> **Records to process**:
....................
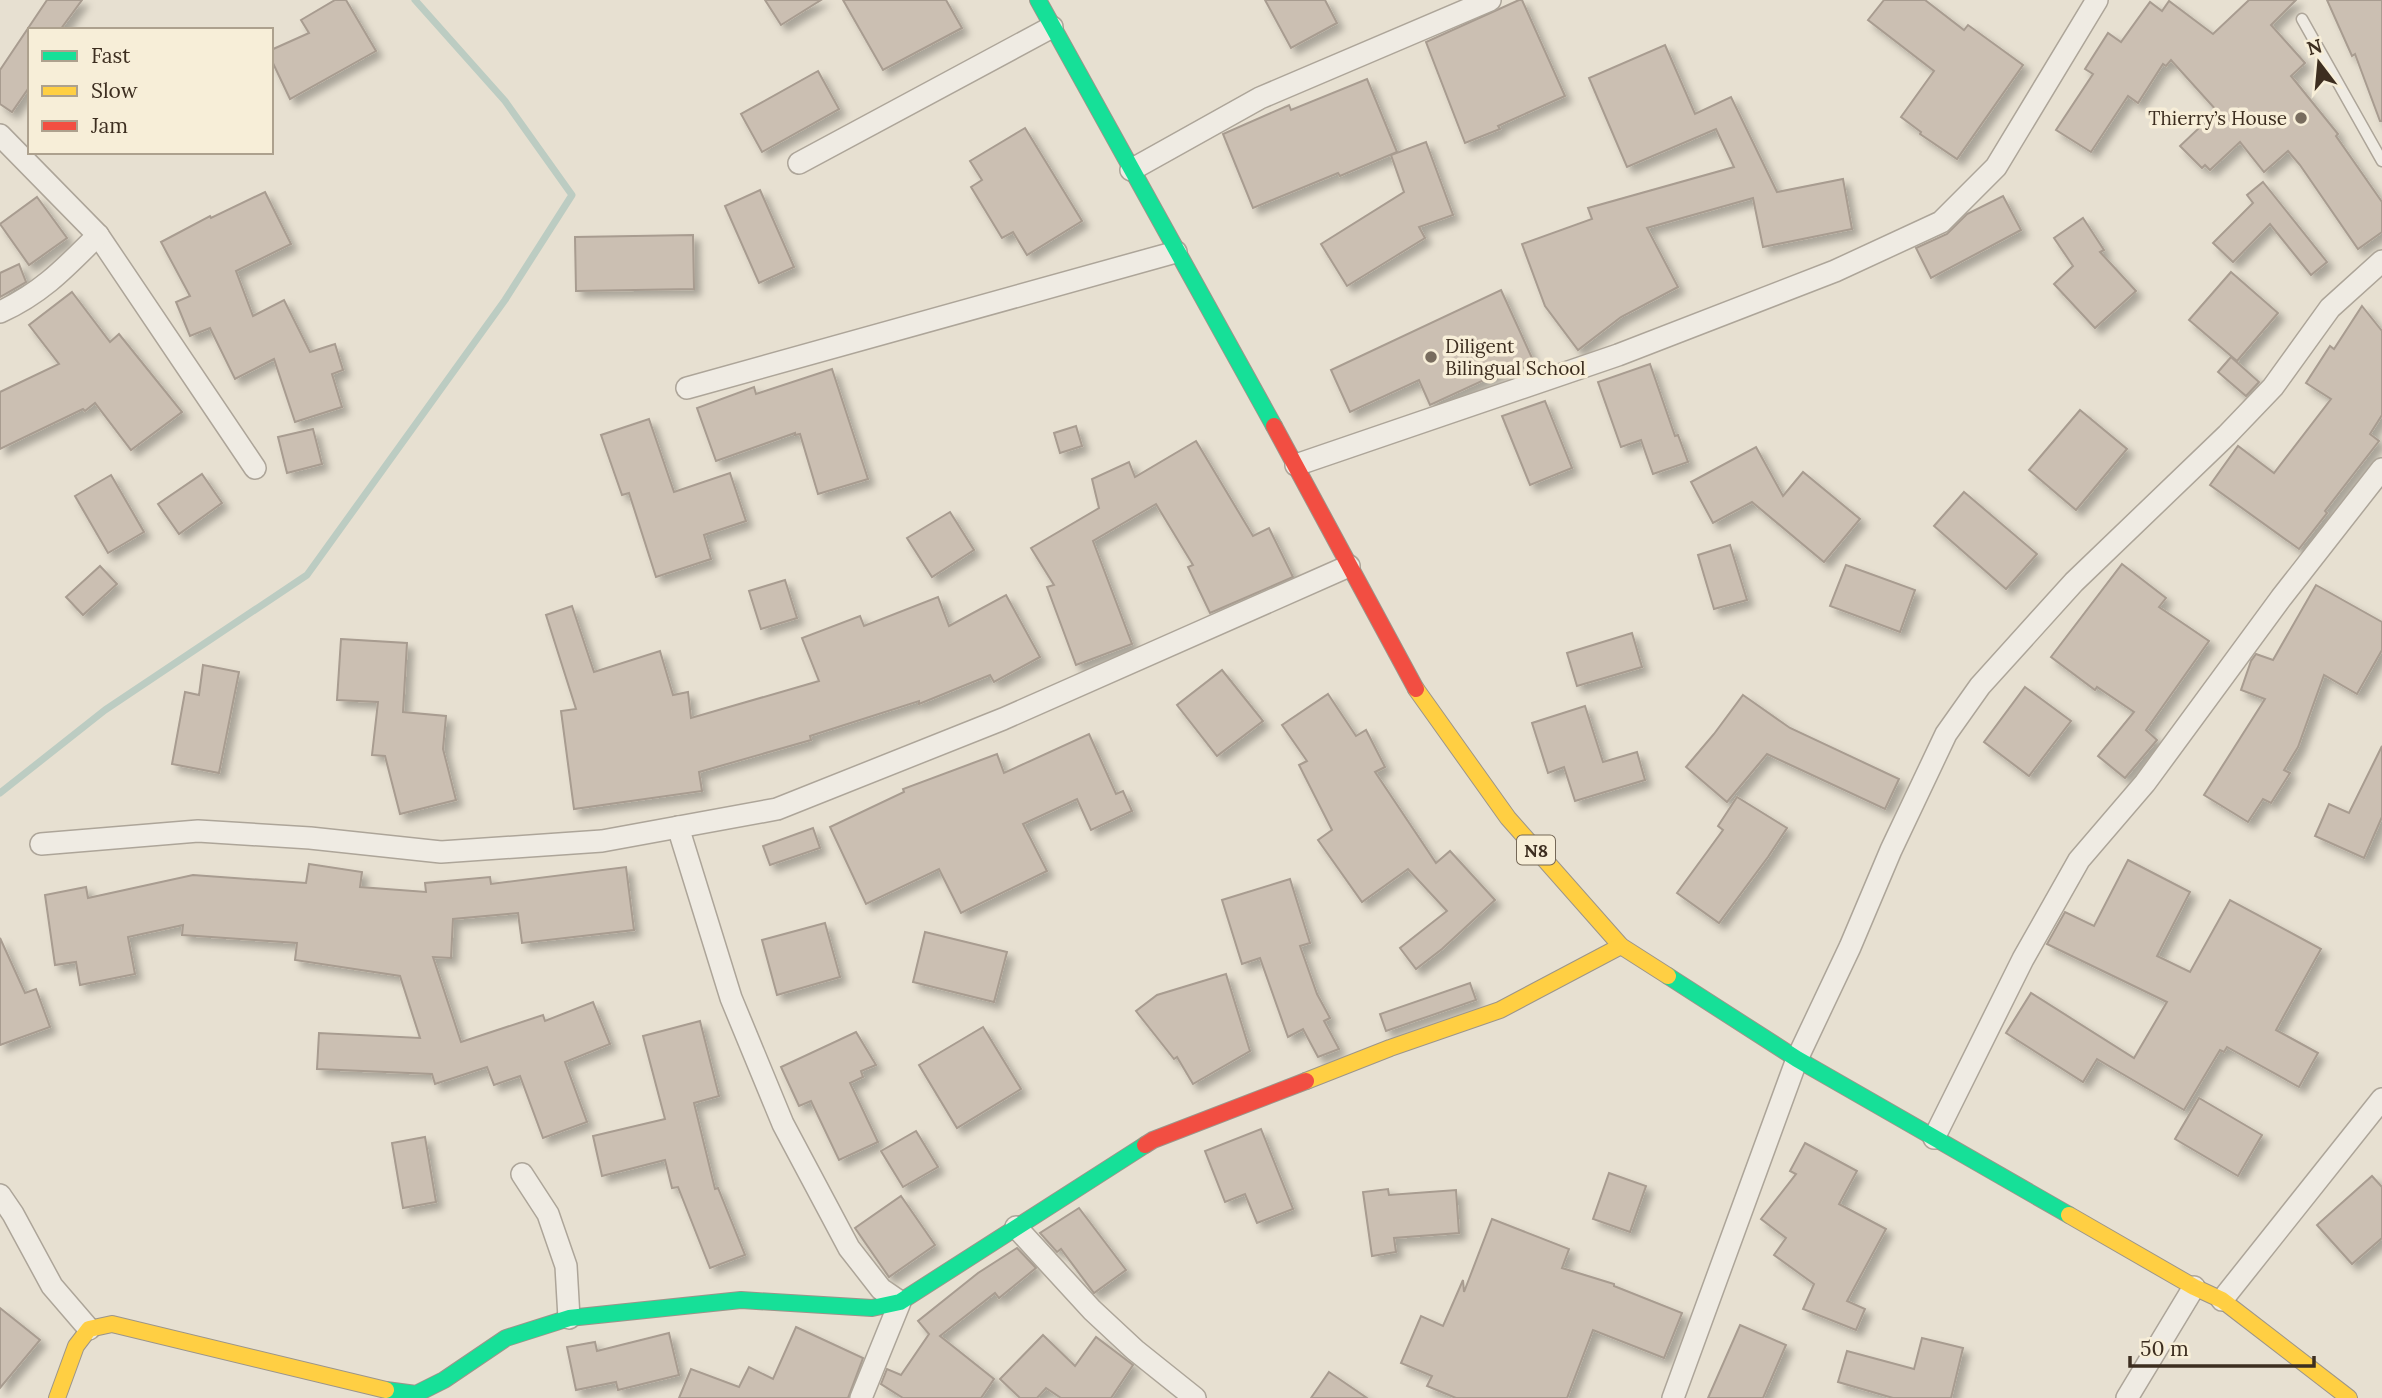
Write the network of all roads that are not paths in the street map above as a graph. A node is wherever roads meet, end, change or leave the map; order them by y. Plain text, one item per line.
1 (1038, 0) edge
2 (1490, 0) edge
3 (2096, 0) edge
4 (2302, 19) dead end
5 (1052, 27) junction
6 (0, 135) edge
7 (2382, 161) edge
8 (799, 163) dead end
9 (1131, 170) junction
10 (98, 235) junction
11 (1176, 251) junction
12 (2382, 261) edge
13 (0, 312) edge
14 (687, 388) dead end
15 (1296, 466) junction
16 (254, 468) dead end
17 (2382, 469) edge
18 (1349, 566) junction
19 (678, 827) junction
20 (41, 844) dead end
21 (1621, 946) junction
22 (1797, 1059) junction
23 (2382, 1099) edge
24 (1934, 1138) junction
25 (522, 1174) dead end
26 (0, 1195) edge
27 (1016, 1227) junction
28 (2194, 1287) junction
29 (2222, 1300) junction
30 (900, 1302) junction
31 (569, 1318) junction
32 (89, 1329) junction
33 (57, 1398) edge
34 (861, 1398) edge
35 (1195, 1398) edge
36 (1672, 1398) edge
37 (2127, 1398) edge
38 (2349, 1398) edge

1 - 5 main road, N8
2 - 9 street
3 - 15 street
4 - 7 lane
5 - 8 street
5 - 9 main road, N8
6 - 10 street
9 - 11 main road, N8
10 - 13 street
10 - 16 street
11 - 14 street
11 - 15 main road, N8
12 - 22 street
15 - 18 main road, N8
17 - 24 street
18 - 19 street
18 - 21 main road, N8
19 - 20 street
19 - 30 street
21 - 22 main road, N8
21 - 27 main road
22 - 24 main road, N8
22 - 36 street
23 - 29 street
24 - 28 main road, N8
25 - 31 street
26 - 32 street
27 - 30 main road
27 - 35 street
28 - 29 main road, N8
28 - 37 street
29 - 38 main road, N8
30 - 31 main road
30 - 34 street
31 - 32 main road
32 - 33 main road

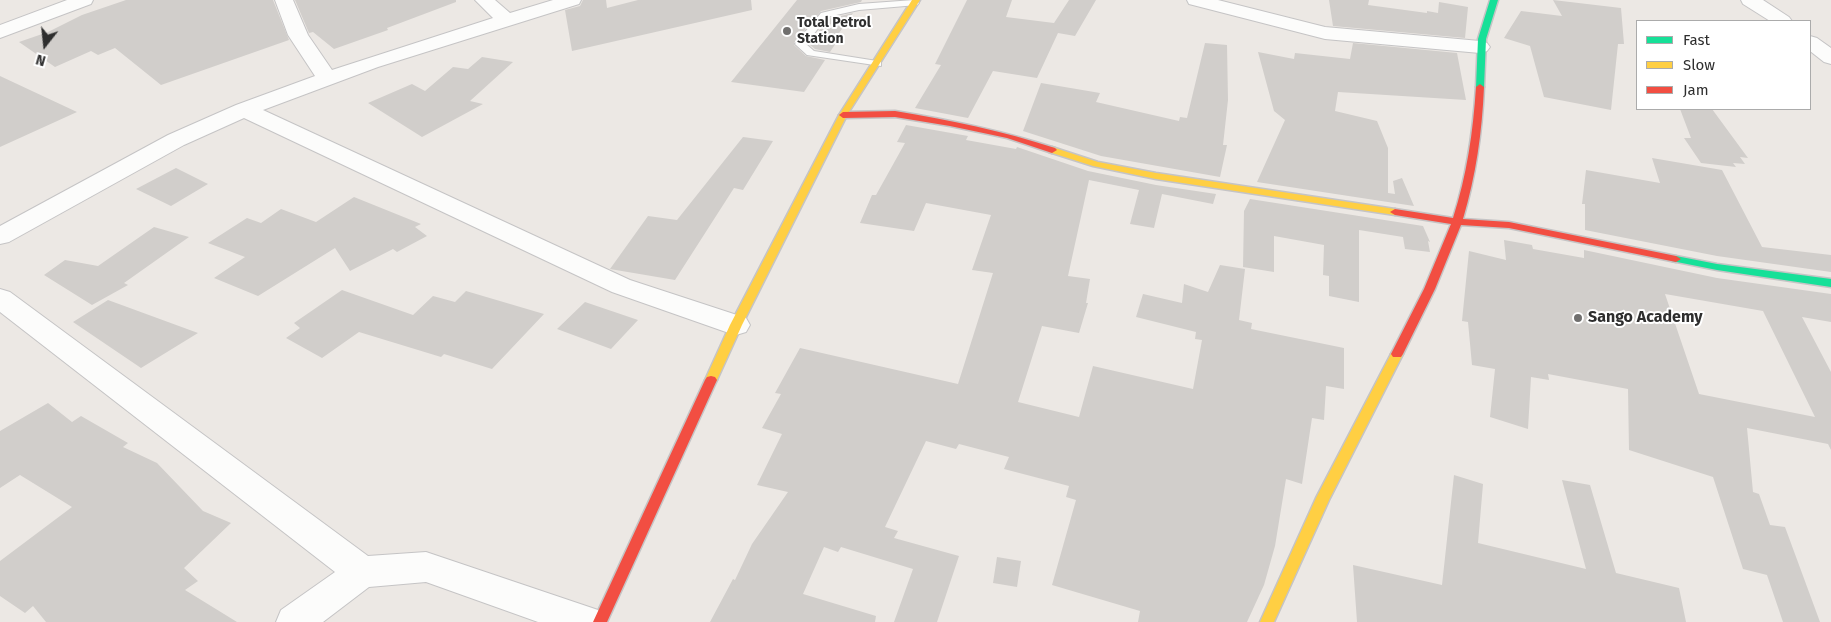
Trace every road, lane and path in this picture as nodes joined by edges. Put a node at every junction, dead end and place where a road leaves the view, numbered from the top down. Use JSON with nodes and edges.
{"nodes":[{"id":1,"x":84,"y":0,"type":"edge"},
{"id":2,"x":284,"y":0,"type":"edge"},
{"id":3,"x":484,"y":0,"type":"edge"},
{"id":4,"x":572,"y":0,"type":"edge"},
{"id":5,"x":1196,"y":0,"type":"edge"},
{"id":6,"x":1494,"y":0,"type":"edge"},
{"id":7,"x":1750,"y":0,"type":"edge"},
{"id":8,"x":915,"y":2,"type":"edge"},
{"id":9,"x":1257,"y":7,"type":"edge"},
{"id":10,"x":505,"y":19,"type":"junction"},
{"id":11,"x":1780,"y":20,"type":"edge"},
{"id":12,"x":0,"y":32,"type":"edge"},
{"id":13,"x":1811,"y":43,"type":"edge"},
{"id":14,"x":1480,"y":48,"type":"junction"},
{"id":15,"x":1831,"y":58,"type":"edge"},
{"id":16,"x":876,"y":64,"type":"junction"},
{"id":17,"x":328,"y":80,"type":"junction"},
{"id":18,"x":244,"y":110,"type":"junction"},
{"id":19,"x":843,"y":115,"type":"junction"},
{"id":20,"x":1459,"y":222,"type":"junction"},
{"id":21,"x":0,"y":236,"type":"edge"},
{"id":22,"x":1831,"y":283,"type":"edge"},
{"id":23,"x":0,"y":298,"type":"edge"},
{"id":24,"x":736,"y":325,"type":"junction"},
{"id":25,"x":362,"y":572,"type":"junction"},
{"id":26,"x":294,"y":622,"type":"edge"},
{"id":27,"x":585,"y":622,"type":"edge"},
{"id":28,"x":600,"y":622,"type":"edge"},
{"id":29,"x":1267,"y":622,"type":"edge"}],
"edges":[{"from":1,"to":12,"type":"street"},
{"from":2,"to":17,"type":"street"},
{"from":3,"to":10,"type":"street"},
{"from":4,"to":10,"type":"street"},
{"from":5,"to":9,"type":"street"},
{"from":6,"to":14,"type":"main road"},
{"from":7,"to":11,"type":"street"},
{"from":8,"to":16,"type":"main road"},
{"from":8,"to":16,"type":"lane"},
{"from":9,"to":14,"type":"street"},
{"from":10,"to":17,"type":"street"},
{"from":13,"to":15,"type":"street"},
{"from":14,"to":20,"type":"main road"},
{"from":16,"to":19,"type":"main road"},
{"from":17,"to":18,"type":"street"},
{"from":18,"to":21,"type":"street"},
{"from":18,"to":24,"type":"street"},
{"from":19,"to":20,"type":"main road"},
{"from":19,"to":24,"type":"main road"},
{"from":20,"to":22,"type":"main road"},
{"from":20,"to":29,"type":"main road"},
{"from":23,"to":25,"type":"street"},
{"from":24,"to":28,"type":"main road"},
{"from":25,"to":26,"type":"street"},
{"from":25,"to":27,"type":"street"}]}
....................
> **How to complete this task**: Copy every line of the records above that contains "dead".

> **Solution for this task**:
4 (2302, 19) dead end
8 (799, 163) dead end
14 (687, 388) dead end
16 (254, 468) dead end
20 (41, 844) dead end
25 (522, 1174) dead end
Trace every road, lane and path in this picture as nodes joined by edges. Put a node at every junction, dead end and place where a road leaves the view, numbered from the top down. Use JSON with nodes and edges.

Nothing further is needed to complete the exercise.